#### Your assignment:
The lines to copy are those with "Number" in them. Pull each one from the entries below.

#### Provided data:
--- START ---

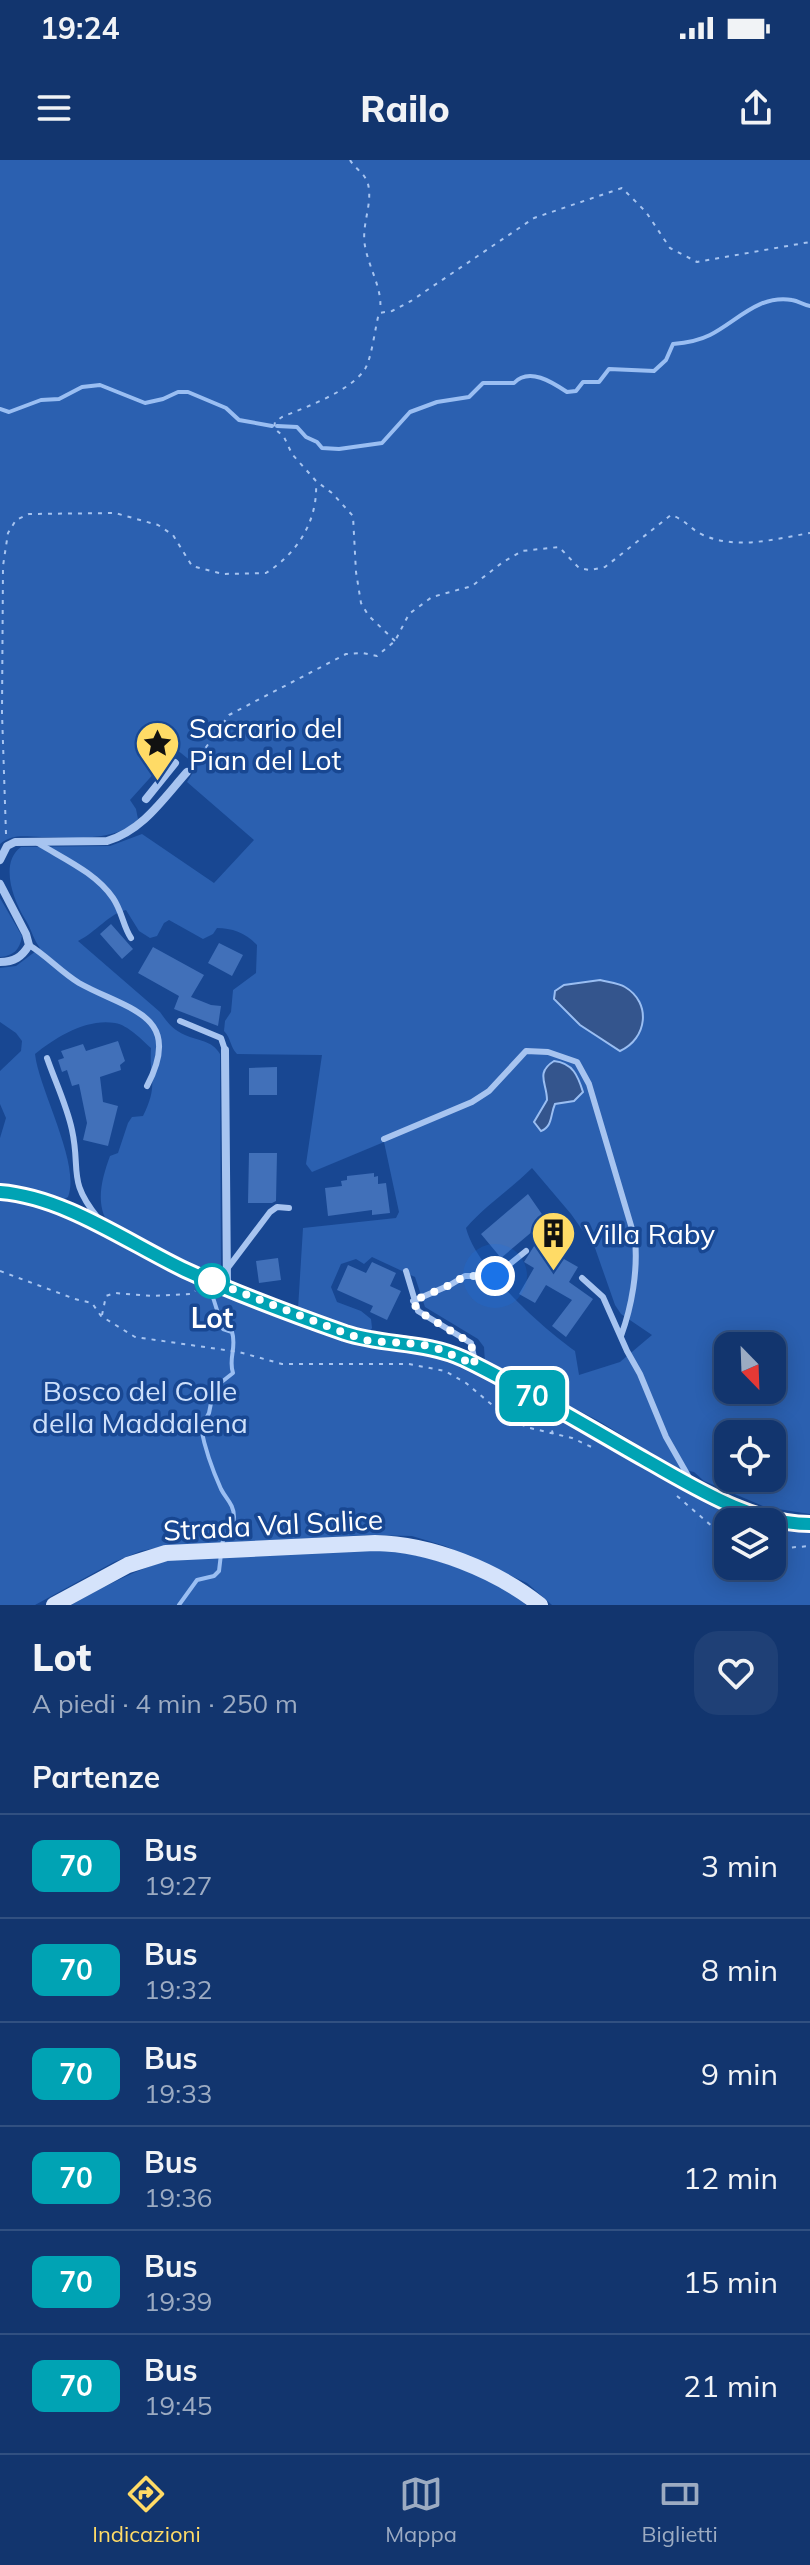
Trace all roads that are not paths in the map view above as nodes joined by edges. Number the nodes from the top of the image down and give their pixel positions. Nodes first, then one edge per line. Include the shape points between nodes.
1 (175, 763) dead end
2 (187, 772) road end
3 (146, 799) dead end
4 (35, 841) junction
5 (0, 860) edge
6 (0, 884) edge
7 (131, 938) dead end
8 (29, 945) junction
9 (0, 962) edge
10 (180, 1021) dead end
11 (225, 1050) joint
12 (47, 1058) dead end
13 (147, 1086) dead end
14 (384, 1139) dead end
15 (0, 1192) edge
16 (289, 1208) dead end
17 (105, 1227) junction
18 (526, 1251) dead end
19 (227, 1269) junction
20 (406, 1271) dead end
21 (582, 1278) dead end
22 (227, 1287) junction
23 (413, 1301) junction
24 (621, 1336) junction
25 (475, 1365) junction
26 (695, 1488) junction
27 (810, 1524) edge
28 (54, 1605) edge
29 (540, 1605) edge

1 - 3 street
2 - 4 street via 140,825 120,837
4 - 5 street via 7,846
4 - 7 lane via 103,886 120,909
6 - 8 street
8 - 9 street via 19,958
8 - 13 lane via 78,982 145,1016 161,1045
10 - 11 lane via 221,1038
11 - 19 street
12 - 17 lane via 73,1133 80,1193
14 - 24 lane via 472,1102 526,1051 577,1062 600,1116 635,1239 637,1258
15 - 17 street via 37,1200
16 - 19 lane via 270,1212
17 - 22 street
18 - 23 lane via 495,1276 465,1276
19 - 22 street
20 - 23 lane
21 - 24 lane via 603,1297
22 - 25 street via 369,1341 420,1344
23 - 25 lane via 418,1311 471,1343
24 - 26 lane
25 - 26 street
26 - 27 street via 769,1518
28 - 29 street, Strada Val Salice via 128,1565 166,1553 335,1544 397,1544 438,1552 511,1585

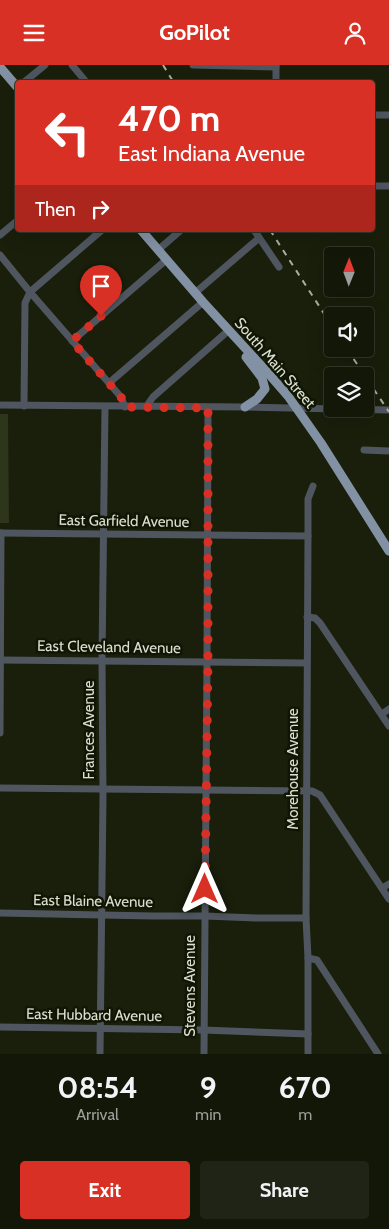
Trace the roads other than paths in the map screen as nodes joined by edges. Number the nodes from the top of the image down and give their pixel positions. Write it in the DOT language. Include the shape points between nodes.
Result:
graph roads {
  1 [pos="45,65"];
  2 [pos="72,65"];
  3 [pos="193,65"];
  4 [pos="276,66"];
  5 [pos="1,71"];
  6 [pos="28,80"];
  7 [pos="84,80"];
  8 [pos="276,80"];
  9 [pos="15,85"];
  10 [pos="375,115"];
  11 [pos="389,115"];
  12 [pos="375,185"];
  13 [pos="389,186"];
  14 [pos="15,222"];
  15 [pos="100,232"];
  16 [pos="143,232"];
  17 [pos="179,232"];
  18 [pos="255,232"];
  19 [pos="0,235"];
  20 [pos="259,238"];
  21 [pos="158,250"];
  22 [pos="0,255"];
  23 [pos="166,259"];
  24 [pos="279,267"];
  25 [pos="30,292"];
  26 [pos="195,293"];
  27 [pos="203,302"];
  28 [pos="229,330"];
  29 [pos="72,341"];
  30 [pos="244,348"];
  31 [pos="109,383"];
  32 [pos="0,405"];
  33 [pos="24,406"];
  34 [pos="105,407"];
  35 [pos="126,407"];
  36 [pos="146,407"];
  37 [pos="245,407"];
  38 [pos="208,408"];
  39 [pos="297,408"];
  40 [pos="389,410"];
  41 [pos="364,450"];
  42 [pos="389,451"];
  43 [pos="313,486"];
  44 [pos="0,533"];
  45 [pos="103,535"];
  46 [pos="207,535"];
  47 [pos="308,536"];
  48 [pos="389,551"];
  49 [pos="307,617"];
  50 [pos="0,660"];
  51 [pos="102,661"];
  52 [pos="208,662"];
  53 [pos="307,663"];
  54 [pos="389,709"];
  55 [pos="382,714"];
  56 [pos="389,726"];
  57 [pos="0,733"];
  58 [pos="0,788"];
  59 [pos="103,789"];
  60 [pos="206,790"];
  61 [pos="307,791"];
  62 [pos="389,884"];
  63 [pos="382,888"];
  64 [pos="389,899"];
  65 [pos="0,913"];
  66 [pos="102,915"];
  67 [pos="205,916"];
  68 [pos="306,918"];
  69 [pos="308,957"];
  70 [pos="0,1027"];
  71 [pos="100,1029"];
  72 [pos="204,1030"];
  73 [pos="308,1034"];
  74 [pos="100,1054"];
  75 [pos="204,1054"];
  76 [pos="308,1054"];
  77 [pos="378,1054"];
  1 -- 6 [label="street"];
  2 -- 7 [label="street"];
  3 -- 4 [label="street"];
  4 -- 8 [label="street"];
  5 -- 9 [label="main road"];
  10 -- 11 [label="street"];
  12 -- 13 [label="street"];
  14 -- 19 [label="street"];
  15 -- 25 [label="street"];
  16 -- 21 [label="main road, South Main Street"];
  17 -- 21 [label="street"];
  18 -- 20 [label="street"];
  20 -- 24 [label="street"];
  20 -- 26 [label="street"];
  21 -- 23 [label="main road, South Main Street"];
  22 -- 25 [label="street"];
  23 -- 26 [label="main road, South Main Street"];
  23 -- 29 [label="street"];
  25 -- 29 [label="street"];
  25 -- 33 [label="street" via="25,303"];
  26 -- 27 [label="main road, South Main Street"];
  27 -- 28 [label="main road, South Main Street"];
  27 -- 31 [label="street"];
  28 -- 30 [label="main road, South Main Street"];
  28 -- 36 [label="street" via="153,397"];
  29 -- 31 [label="street"];
  30 -- 37 [label="main road" via="245,355 265,386 263,393"];
  30 -- 39 [label="main road, South Main Street"];
  31 -- 35 [label="street"];
  32 -- 33 [label="street"];
  33 -- 34 [label="street"];
  34 -- 35 [label="street"];
  34 -- 45 [label="street, Frances Avenue"];
  35 -- 36 [label="street"];
  36 -- 38 [label="street"];
  37 -- 38 [label="street"];
  37 -- 39 [label="street"];
  38 -- 46 [label="street, Stevens Avenue"];
  39 -- 40 [label="street"];
  39 -- 48 [label="main road, South Main Street"];
  41 -- 42 [label="street"];
  43 -- 47 [label="street, Morehouse Avenue" via="308,499"];
  44 -- 45 [label="street, East Garfield Avenue"];
  44 -- 50 [label="street"];
  45 -- 46 [label="street, East Garfield Avenue"];
  45 -- 51 [label="street, Frances Avenue"];
  46 -- 47 [label="street, East Garfield Avenue"];
  46 -- 52 [label="street, Stevens Avenue"];
  47 -- 49 [label="street, Morehouse Avenue"];
  49 -- 53 [label="street, Morehouse Avenue"];
  49 -- 55 [label="street" via="320,623"];
  50 -- 51 [label="street, East Cleveland Avenue"];
  50 -- 57 [label="street"];
  51 -- 52 [label="street, East Cleveland Avenue"];
  51 -- 59 [label="street, Frances Avenue"];
  52 -- 53 [label="street, East Cleveland Avenue"];
  52 -- 60 [label="street, Stevens Avenue"];
  53 -- 61 [label="street, Morehouse Avenue"];
  54 -- 55 [label="street"];
  55 -- 56 [label="street"];
  58 -- 59 [label="street"];
  59 -- 60 [label="street"];
  59 -- 66 [label="street, Frances Avenue"];
  60 -- 61 [label="street"];
  60 -- 67 [label="street, Stevens Avenue"];
  61 -- 63 [label="street" via="320,795"];
  61 -- 68 [label="street, Morehouse Avenue"];
  62 -- 63 [label="street"];
  63 -- 64 [label="street"];
  65 -- 66 [label="street, East Blaine Avenue"];
  66 -- 67 [label="street, East Blaine Avenue"];
  66 -- 71 [label="street, Frances Avenue"];
  67 -- 68 [label="street, East Blaine Avenue"];
  67 -- 72 [label="street, Stevens Avenue"];
  68 -- 69 [label="street, Morehouse Avenue"];
  69 -- 73 [label="street, Morehouse Avenue"];
  69 -- 77 [label="street" via="317,960"];
  70 -- 71 [label="street, East Hubbard Avenue"];
  71 -- 72 [label="street, East Hubbard Avenue"];
  71 -- 74 [label="street, Frances Avenue"];
  72 -- 73 [label="street, East Hubbard Avenue"];
  72 -- 75 [label="street, Stevens Avenue"];
  73 -- 76 [label="street, Morehouse Avenue"];
}
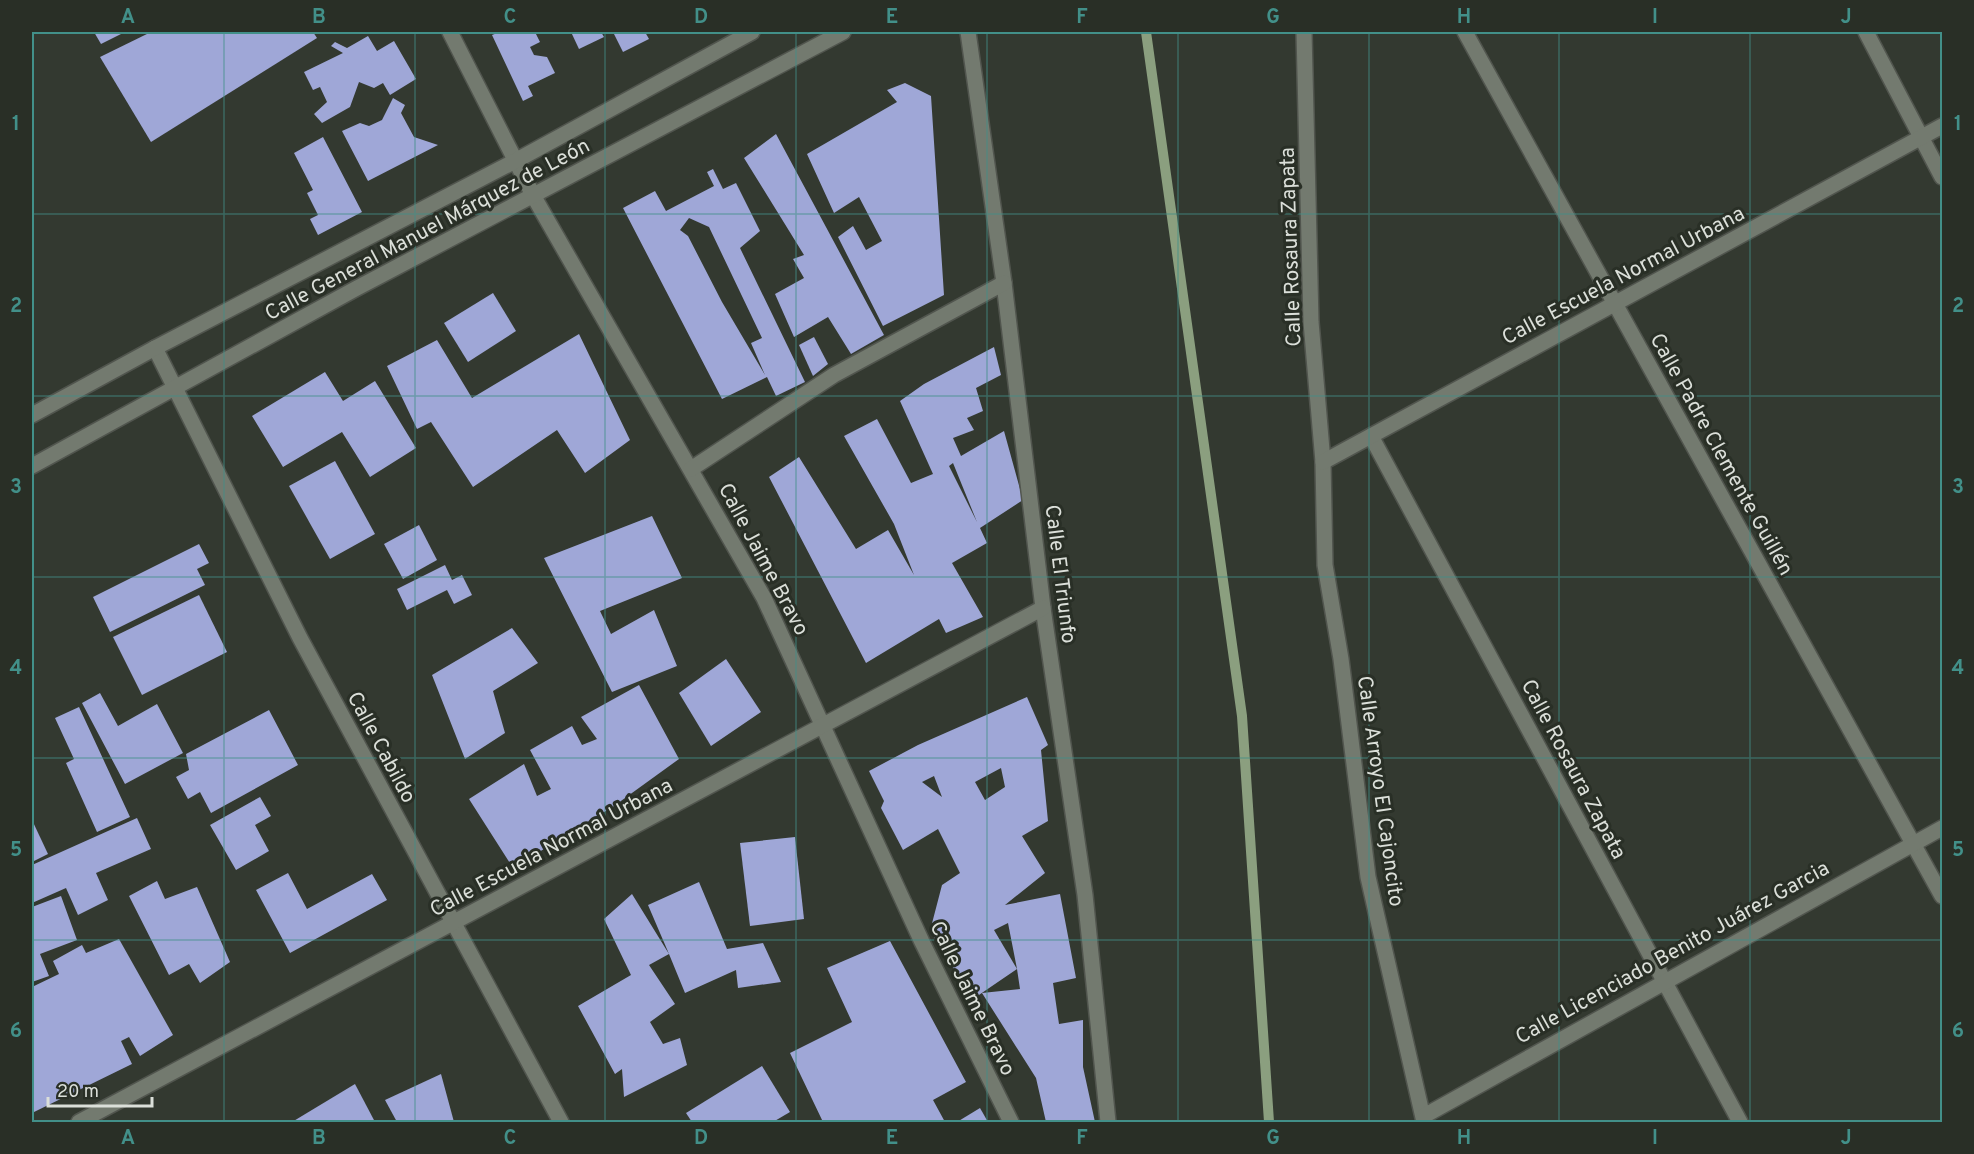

--- END ---

#### Your response:
Trace all roads that are not paths in the map view above as nodes joined by edges. Number the nodes from the top of the image down and give their pixel positions. Nodes first, then one edge per line. Include the shape points between nodes.
Trace the roads other than paths in the map screen as nodes joined by edges. Number the nodes from the top of the image down and give their pixel positions. Write it in the DOT language. Include the shape points between nodes.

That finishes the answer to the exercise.